In consequence, on 3rd August 1988 Detective Chief Inspector Negus saw the appellant in prison and he made a written statement to the officer saying that he did not kill Mehew but had confessed because Beals had threatened him. He said that Beals had organised a honey trap to blackmail Mehew and that photographs were taken on a Polaroid camera which the appellant stole from his parents. The appellant and Mehew engaged in homosexual activity in a quarry near Elstow, just south of Bedford, on 30th July 1984. Ten photographs were taken by Beals. Four showed the appellant's face, so he burned them, in Beals presence; the other six were kept by Beals. On the day of the murder, he had gone with Mehew to his house, followed by Beals, who was in a white car. He did not know how Beals got into the house. He assumed by the back door. Once in the bedroom, both he and Mehew undressed. Beals had come in, shown the photographs to Mehew, demanded money, produced a knife and told the appellant to get out. He went in the living room and got dressed. He heard Mehew refuse to pay, banging, shouting and arguing. He went back in the bedroom and Beals was stabbing Mehew. Beals told him to get the video and money and take Mehew's car. The appellant said "I can't drive". Beals said "it's time you learnt" and left via the back door. He, the appellant, had not tied the deceased's hands. Beals said "If they do catch us, say you done it and if you don't, you will be the next one". The appellant agreed to take the blame. The following day Beals had said "Don't say anything to anybody but if you get caught he tried to rape you and he was hitting you and so you turned round and stabbed him."

13

Subsequently, while both were on remand at the Magistrates' Court, Beals had told him to keep his mouth shut or he would do him over.

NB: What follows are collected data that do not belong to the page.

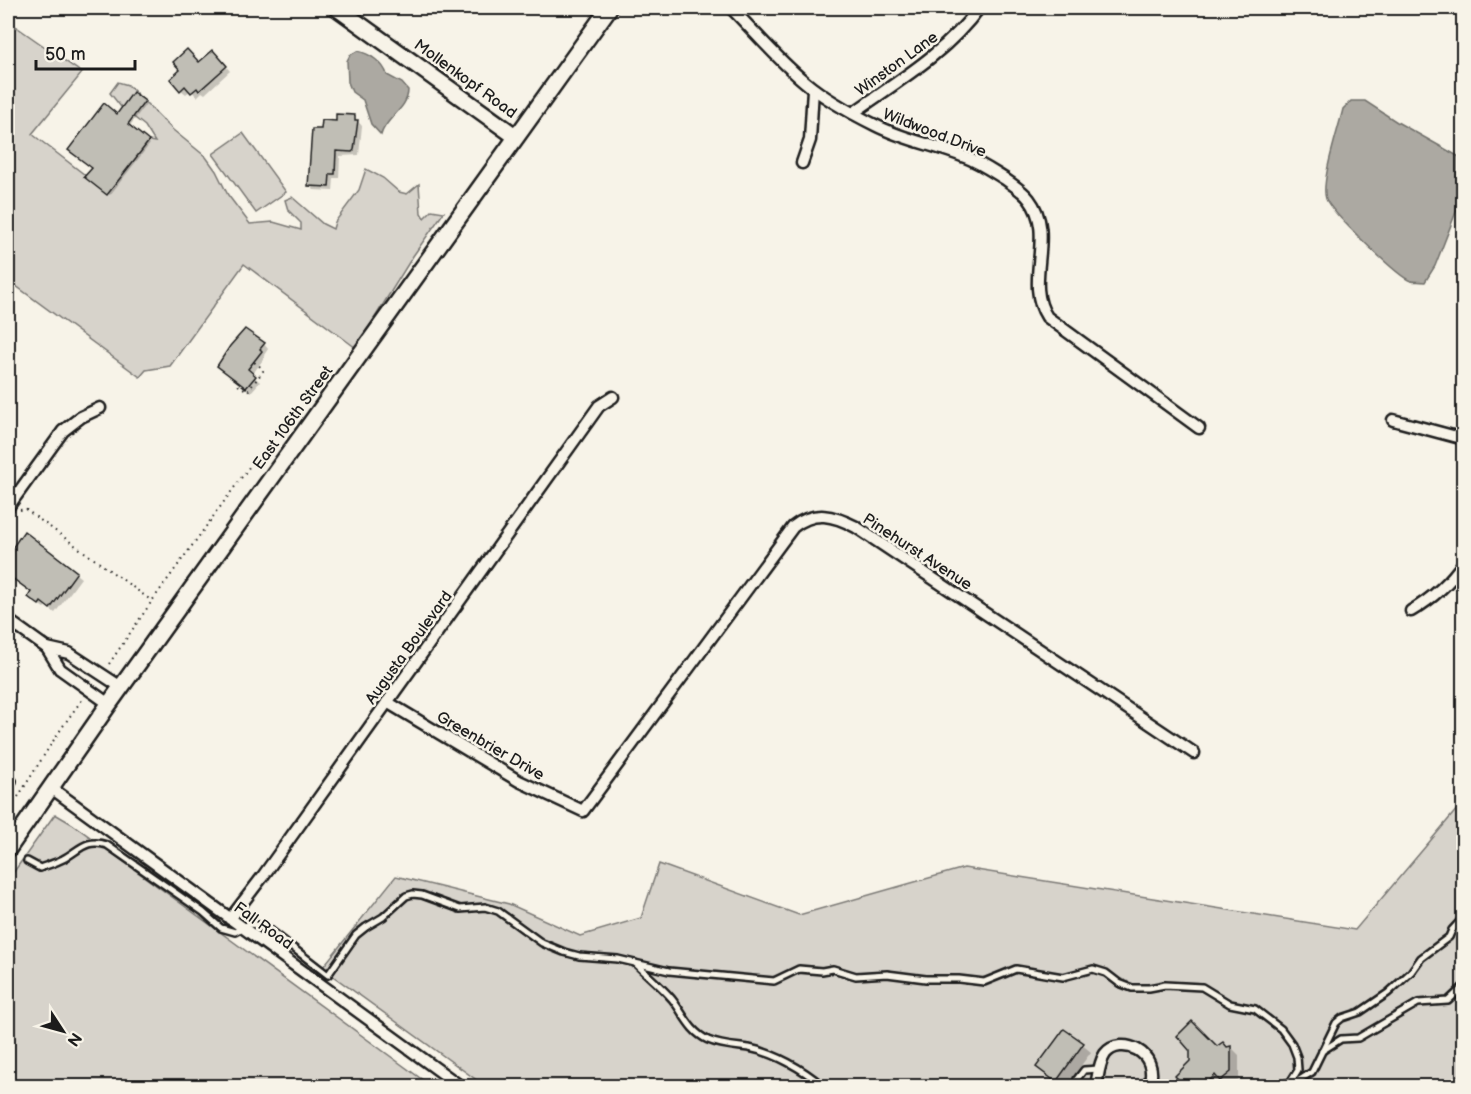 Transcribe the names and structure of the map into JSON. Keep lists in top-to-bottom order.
{
  "streets": {
    "street": [
      "Winston Lane",
      "Mollenkopf Road",
      "Wildwood Drive",
      "East 106th Street",
      "Pinehurst Avenue",
      "Augusta Boulevard",
      "Greenbrier Drive",
      "Fall Road"
    ]
  },
  "crossings": [
    ["Winston Lane", "Wildwood Drive"],
    ["Mollenkopf Road", "East 106th Street"],
    ["East 106th Street", "Fall Road"],
    ["Pinehurst Avenue", "Greenbrier Drive"],
    ["Augusta Boulevard", "Greenbrier Drive"],
    ["Augusta Boulevard", "Fall Road"]
  ],
  "scale_bar": "50 m",
  "north": "bottom right"
}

The appellant said he was now telling the truth because he was no longer afraid of Beals and felt he should not be in prison for a murder Beals had committed. On 31st August 1988, he made a further statement in which he said he had tied the deceased's hands because Beals had told him and the white car belonged to David Dean. Also, after the murder, he saw Beals leave the bungalow by the back door.

14

Further witness statements were obtained at that time by the police. On 24th August 1990 Mr Negus interviewed Beals, who denied any involvement in the murder. The police enquiry and the Crown Prosecution Service concluded that there was, at that time, no new evidence to connect Beals with the murder.

15

In April 1992 Beals committed suicide while awaiting trial for robbery. In 1993, a local newspaper became involved in the case and employed an ex police officer to interview various witnesses, to see if any link could be made between Beals and the murder....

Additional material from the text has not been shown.